Fin 2018, les éditions du Bélial’ lançaient une collection dédiée au dialogue entre science et science-fiction, sous la direction de Roland Lehoucq. Pour l’astrophysicien président des Utopiales et l’éditeur de la revue Bifrost qui accueille dans ses pages la rubrique « Scientifiction », la collection s’imposait comme le prolongement naturel de vingt années de collaboration.
Après La Science fait son cinéma de Roland Lehoucq et Jean-Sébastien Steyer, et Comment parler à un alien ? de Frédéric Landragin, le troisième opus nous arrive sous le titre Station Metropolis direction Coruscant, du géographe Alain Musset. L’identité visuelle de la collection s’affirme encore une fois comme une grande réussite avec une couverture et des illustrations intérieures remarquables signées Cédric Bucaille. Dans cet essai à nouveau, et c’est la beauté de la collection, la science-fiction est le terrain d’exploration des connaissances.
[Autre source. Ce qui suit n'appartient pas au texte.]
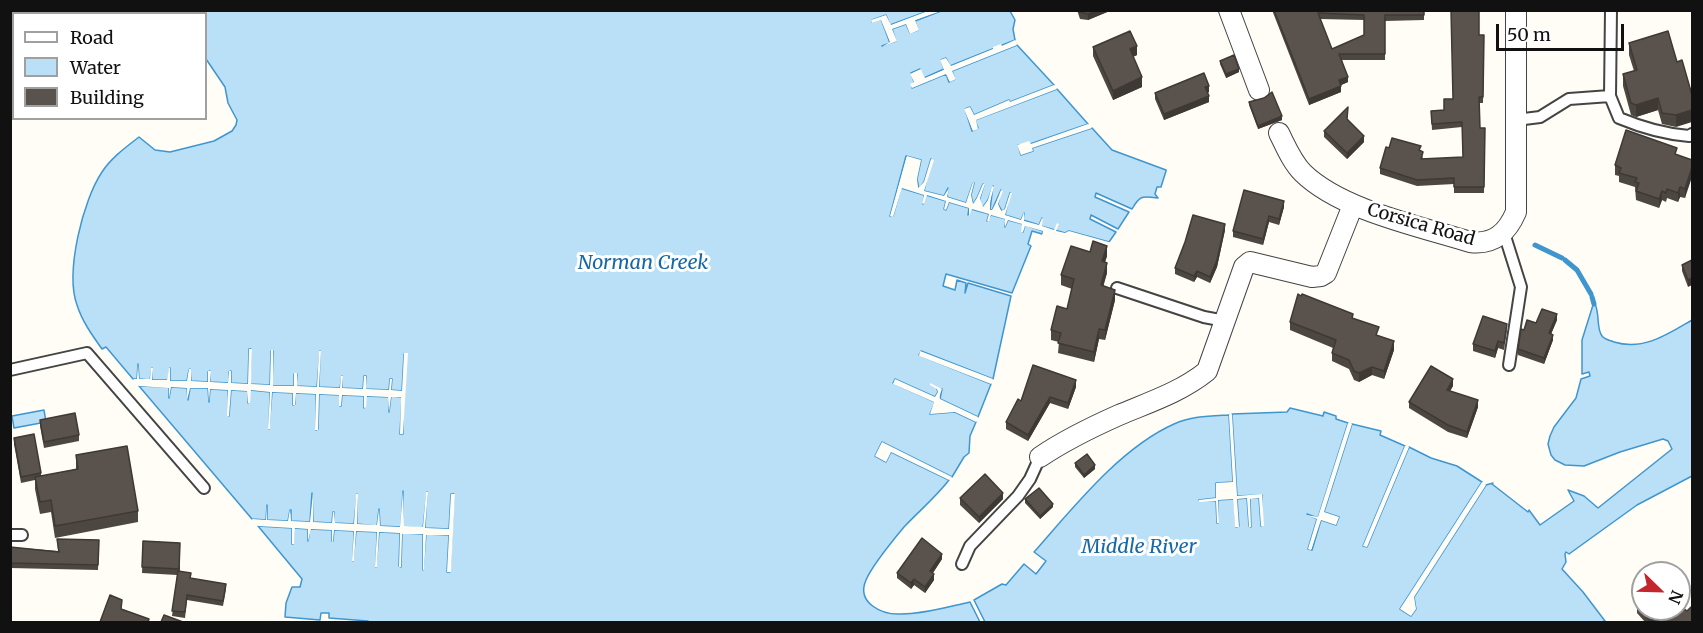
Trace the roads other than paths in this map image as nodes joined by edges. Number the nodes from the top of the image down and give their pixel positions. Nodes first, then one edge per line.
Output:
1 (1229, 10) edge
2 (1516, 10) edge
3 (1611, 10) edge
4 (1259, 90) dead end
5 (1610, 96) junction
6 (1516, 120) junction
7 (1280, 133) dead end
8 (1692, 134) edge
9 (1353, 205) junction
10 (1504, 233) junction
11 (1117, 288) edge
12 (1225, 321) junction
13 (1509, 365) dead end
14 (10, 369) edge
15 (1040, 457) joint
16 (204, 489) dead end
17 (10, 535) edge
18 (22, 535) dead end
19 (962, 564) dead end

1 - 4 street
2 - 6 street
3 - 5 lane
5 - 6 lane
5 - 8 lane
6 - 10 street
7 - 9 street
9 - 10 street, Corsica Road
9 - 12 street, Corsica Road
10 - 13 lane
11 - 12 lane
12 - 15 street, Corsica Road
14 - 16 lane
15 - 19 lane
17 - 18 lane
En s’appuyant sur une culture cinématographique et livresque proprement effrayante, notamment en ce qui concerne l’univers de Star Wars, le chercheur s’intéresse à la représentation des cités dans les œuvres de SF, depuis ses origines jusqu’à nos jours. Armé de sciences sociales, l’amateur éclairé de SF dresse des parallèles judicieux entre l’évolution observée de nos villes actuelles vers des monstres tentaculaires, où les quartiers réservés côtoient les bidonvilles, et les villes imaginaires. Ces dernières peuvent être réinventées, comme le Londres de H.G. Wells ou le Los Angeles de Ridley Scott, ou créées de toutes pièces, comme la Metropolis de Fritz Lang et la Coruscant de George Lucas – les exemples sont nombreux ; toutes trouvent racine dans le présent. La cité est par essence une construction politique, et il est saisissant de constater que le regard que porte la science-fiction sur la ville du futur est résolument dystopique. La ville y est toujours sale, polluée, surpeuplée, ségréguée, violente et contrôlée. En quatre grands thèmes – croissance géographique, fragmentation sociale, violence et surveillance –, le livre d’Alain Musset dresse une cartographie sombre et quelque peu déprimante de la ville, au présent comme au futur. S’il existe en SF des utopies citadines, l’auteur ne les mentionne pas. Mais en existe-t-il ? Quoi qu’il en soit, l’ouvrage décrypte les images de la science-fiction par le langage de la science. L’une et l’autre s’alimentent et projettent un éclairage aussi terrifiant que fascinant sur le monde qui nous attend.
On ressort de la lecture de Station Metropolis direction Coruscant avec le sentiment que là, ici et maintenant, il est en train de se construire quelque chose d’essentiel. Si la science-fiction est un laboratoire d’idées, la collection « Parallaxe » en constitue les annales. Son troisième titre confirme que l’ambition de son directeur et de son éditeur est tournée vers la production d’un corpus unique au sein de l’édition française, ne visant rien de moins que les étoiles. Per aspera ad astra.